In Großbritannien wurden 250 Pudel aus einem stark verwahrlosten Haushalt gerettet. Die Tierschützer fanden die Hunde in einem desolaten Zustand, unter anderem in einem alten Ofen und in Schränken, vor. Die Tiere, die unter dreckigem und verfilztem Fell litten, schauten mit großen Augen auf ihre Retter.
Die RSPCA (Royal Society for the Prevention of Cruelty to Animals), eine der ältesten Tierschutzorganisationen weltweit, veröffentlichte die erschütternden Bilder, die während eines Einsatzes in Zusammenarbeit mit der Organisation „Dogs Trust“ entstanden. Jo Hirst, die Leiterin der RSPCA, erklärte, dass es sich bei den rund 250 Pudel-Mischlingen um Tiere handele, die von einer älteren, stark verletzlichen Frau in ihrem Zuhause gehalten wurden.
Überforderung der Hundebesitzerin
Die genauen Details zur Besitzerin und ihrem Wohnort wurden von der Organisation nicht bekannt gegeben. Laut Hirst habe die Frau die Hunde nicht absichtlich vernachlässigt, sondern sei schlichtweg überfordert gewesen und wollte sich nicht von den Tieren trennen. „Es gibt viele Gründe, warum Menschen mehr Tiere halten, als sie versorgen können, wie psychische Erkrankungen, Behinderungen, Trauerfälle oder finanzielle Schwierigkeiten“, sagte Hirst. Nachbarn hatten die alarmierenden Zustände bemerkt und die Tierschützer informiert.

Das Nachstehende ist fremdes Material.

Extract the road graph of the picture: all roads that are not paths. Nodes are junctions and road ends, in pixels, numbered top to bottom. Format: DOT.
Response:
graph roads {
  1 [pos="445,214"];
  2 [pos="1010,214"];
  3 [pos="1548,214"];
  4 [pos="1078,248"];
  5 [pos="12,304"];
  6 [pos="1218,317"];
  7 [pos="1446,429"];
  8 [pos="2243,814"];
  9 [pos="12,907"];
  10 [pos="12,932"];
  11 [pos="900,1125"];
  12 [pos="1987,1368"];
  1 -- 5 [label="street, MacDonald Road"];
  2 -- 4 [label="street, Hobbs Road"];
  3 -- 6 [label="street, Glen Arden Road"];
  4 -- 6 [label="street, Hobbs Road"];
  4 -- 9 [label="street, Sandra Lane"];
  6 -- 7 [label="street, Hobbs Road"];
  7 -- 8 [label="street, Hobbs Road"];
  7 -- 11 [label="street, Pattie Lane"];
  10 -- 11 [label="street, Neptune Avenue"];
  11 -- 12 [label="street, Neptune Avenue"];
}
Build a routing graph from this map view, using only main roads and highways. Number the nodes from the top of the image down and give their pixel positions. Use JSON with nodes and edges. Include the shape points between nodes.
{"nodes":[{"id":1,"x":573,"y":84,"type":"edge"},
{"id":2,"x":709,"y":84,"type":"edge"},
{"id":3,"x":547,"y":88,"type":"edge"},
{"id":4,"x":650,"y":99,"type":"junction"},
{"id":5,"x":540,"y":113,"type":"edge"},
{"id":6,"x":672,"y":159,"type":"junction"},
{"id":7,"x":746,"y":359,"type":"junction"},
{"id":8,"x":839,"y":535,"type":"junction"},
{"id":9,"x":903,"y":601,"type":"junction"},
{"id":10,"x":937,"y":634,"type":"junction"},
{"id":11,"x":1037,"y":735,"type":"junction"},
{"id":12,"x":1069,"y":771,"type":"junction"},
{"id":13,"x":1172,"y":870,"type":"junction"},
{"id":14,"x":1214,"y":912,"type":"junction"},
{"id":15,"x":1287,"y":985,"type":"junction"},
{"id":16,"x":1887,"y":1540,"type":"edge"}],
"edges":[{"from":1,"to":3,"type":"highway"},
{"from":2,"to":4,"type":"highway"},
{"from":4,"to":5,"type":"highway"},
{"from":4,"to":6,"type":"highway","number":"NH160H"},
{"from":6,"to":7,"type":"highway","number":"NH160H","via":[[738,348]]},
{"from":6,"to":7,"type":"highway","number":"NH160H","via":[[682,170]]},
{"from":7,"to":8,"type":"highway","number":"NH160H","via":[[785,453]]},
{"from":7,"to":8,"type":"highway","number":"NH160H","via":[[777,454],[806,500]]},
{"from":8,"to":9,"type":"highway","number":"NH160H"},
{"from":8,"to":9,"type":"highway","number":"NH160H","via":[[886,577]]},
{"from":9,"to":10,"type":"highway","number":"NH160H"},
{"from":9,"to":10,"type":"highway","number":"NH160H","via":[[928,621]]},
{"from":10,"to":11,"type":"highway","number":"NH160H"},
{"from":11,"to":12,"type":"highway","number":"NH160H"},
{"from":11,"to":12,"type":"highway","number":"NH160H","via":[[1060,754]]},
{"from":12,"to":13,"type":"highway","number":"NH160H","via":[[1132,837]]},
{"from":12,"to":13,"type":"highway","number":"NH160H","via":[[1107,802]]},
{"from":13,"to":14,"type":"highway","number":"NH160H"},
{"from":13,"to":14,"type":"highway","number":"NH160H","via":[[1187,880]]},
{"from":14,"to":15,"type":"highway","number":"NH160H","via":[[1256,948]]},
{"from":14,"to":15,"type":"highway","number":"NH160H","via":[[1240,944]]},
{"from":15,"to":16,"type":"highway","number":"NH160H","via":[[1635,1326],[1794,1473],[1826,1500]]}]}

Reaktionen auf die schockierenden Bilder
Die veröffentlichten Fotos waren so schockierend, dass die RSPCA sich gezwungen sah, ein Statement abzugeben, um zu betonen, dass die Bilder nicht mit Künstlicher Intelligenz erstellt wurden. „Das Ausmaß war so erschütternd, dass es zu vielen Vorwürfen kam, die Bilder seien KI-generiert. Leider sind diese Bilder sehr real, so sehr wir auch wünschen, dass es nicht so wäre“, erklärte die Organisation.
Rettung und Vermittlung der Tiere
Die meisten der geretteten Tiere wurden im Radcliffe Animal Centre der RSPCA untergebracht. Einige waren so verängstigt, dass sie ihre Zwinger nicht selbstständig verlassen konnten und von Helfern auf die Wiese getragen werden mussten. Inzwischen wurden die Hunde aufgepäppelt, und einige konnten bereits in neue Zuhause vermittelt werden.
Die RSPCA setzt sich weiterhin dafür ein, den geretteten Tieren ein besseres Leben zu ermöglichen und sucht nach weiteren Möglichkeiten zur Unterstützung.